> _TASK GOAL_: Repeat every entry exactly. Pictures stay out.

[Dataset entries]
|---|

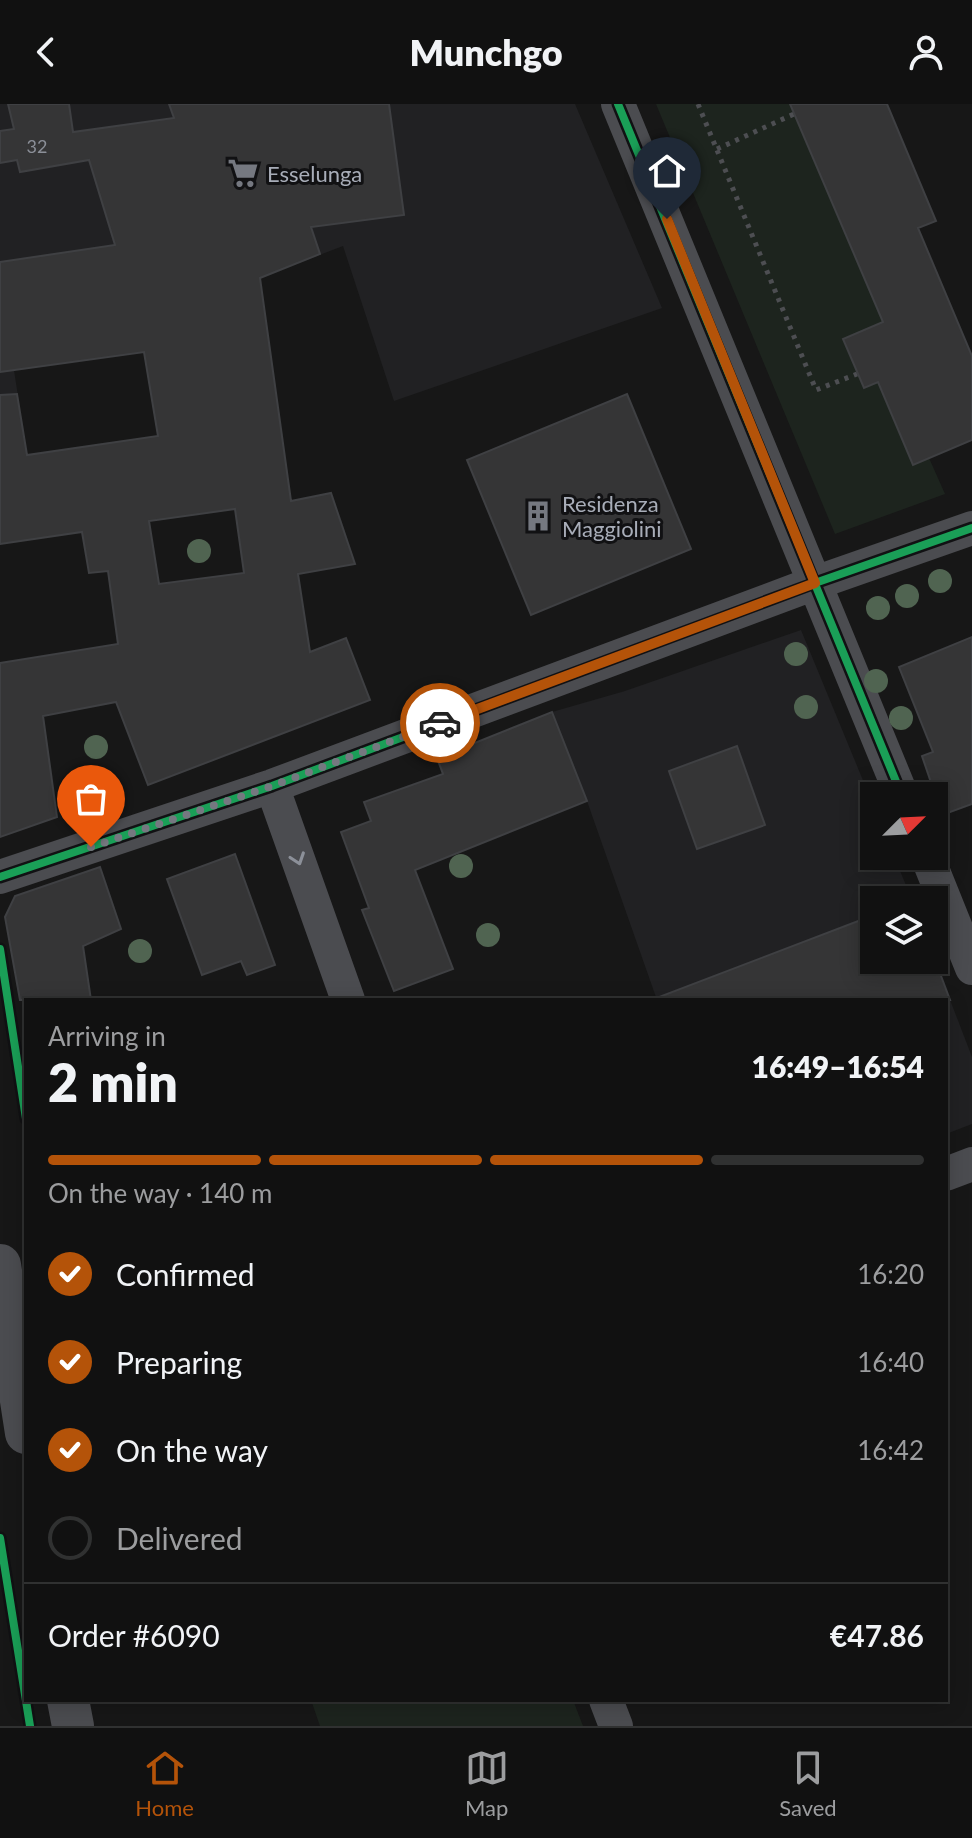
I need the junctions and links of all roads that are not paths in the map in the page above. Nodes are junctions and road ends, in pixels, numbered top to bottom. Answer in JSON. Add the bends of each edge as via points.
{"nodes":[{"id":1,"x":618,"y":104,"type":"edge"},
{"id":2,"x":972,"y":528,"type":"edge"},
{"id":3,"x":815,"y":583,"type":"junction"},
{"id":4,"x":896,"y":782,"type":"edge"},
{"id":5,"x":272,"y":786,"type":"junction"},
{"id":6,"x":933,"y":870,"type":"edge"},
{"id":7,"x":0,"y":877,"type":"edge"},
{"id":8,"x":972,"y":968,"type":"edge"},
{"id":9,"x":347,"y":998,"type":"edge"},
{"id":10,"x":972,"y":1164,"type":"edge"},
{"id":11,"x":948,"y":1173,"type":"edge"},
{"id":12,"x":0,"y":1265,"type":"edge"},
{"id":13,"x":24,"y":1420,"type":"edge"},
{"id":14,"x":68,"y":1702,"type":"edge"},
{"id":15,"x":607,"y":1702,"type":"edge"},
{"id":16,"x":73,"y":1726,"type":"edge"},
{"id":17,"x":616,"y":1726,"type":"edge"}],
"edges":[{"from":1,"to":3,"type":"street"},
{"from":2,"to":3,"type":"street"},
{"from":3,"to":4,"type":"street"},
{"from":3,"to":5,"type":"street"},
{"from":5,"to":7,"type":"street"},
{"from":5,"to":9,"type":"street","one_way":true},
{"from":6,"to":8,"type":"street"},
{"from":10,"to":11,"type":"street"},
{"from":12,"to":13,"type":"street"},
{"from":14,"to":16,"type":"street"},
{"from":15,"to":17,"type":"street"}]}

|---|

> _RESPONSE BELOW_:
I need the junctions and links of all roads that are not paths in the map in the page above. Nodes are junctions and road ends, in pixels, numbered top to bottom. Answer in JSON. Add the bends of each edge as via points.
{"nodes":[{"id":1,"x":618,"y":104,"type":"edge"},
{"id":2,"x":972,"y":528,"type":"edge"},
{"id":3,"x":815,"y":583,"type":"junction"},
{"id":4,"x":896,"y":782,"type":"edge"},
{"id":5,"x":272,"y":786,"type":"junction"},
{"id":6,"x":933,"y":870,"type":"edge"},
{"id":7,"x":0,"y":877,"type":"edge"},
{"id":8,"x":972,"y":968,"type":"edge"},
{"id":9,"x":347,"y":998,"type":"edge"},
{"id":10,"x":972,"y":1164,"type":"edge"},
{"id":11,"x":948,"y":1173,"type":"edge"},
{"id":12,"x":0,"y":1265,"type":"edge"},
{"id":13,"x":24,"y":1420,"type":"edge"},
{"id":14,"x":68,"y":1702,"type":"edge"},
{"id":15,"x":607,"y":1702,"type":"edge"},
{"id":16,"x":73,"y":1726,"type":"edge"},
{"id":17,"x":616,"y":1726,"type":"edge"}],
"edges":[{"from":1,"to":3,"type":"street"},
{"from":2,"to":3,"type":"street"},
{"from":3,"to":4,"type":"street"},
{"from":3,"to":5,"type":"street"},
{"from":5,"to":7,"type":"street"},
{"from":5,"to":9,"type":"street","one_way":true},
{"from":6,"to":8,"type":"street"},
{"from":10,"to":11,"type":"street"},
{"from":12,"to":13,"type":"street"},
{"from":14,"to":16,"type":"street"},
{"from":15,"to":17,"type":"street"}]}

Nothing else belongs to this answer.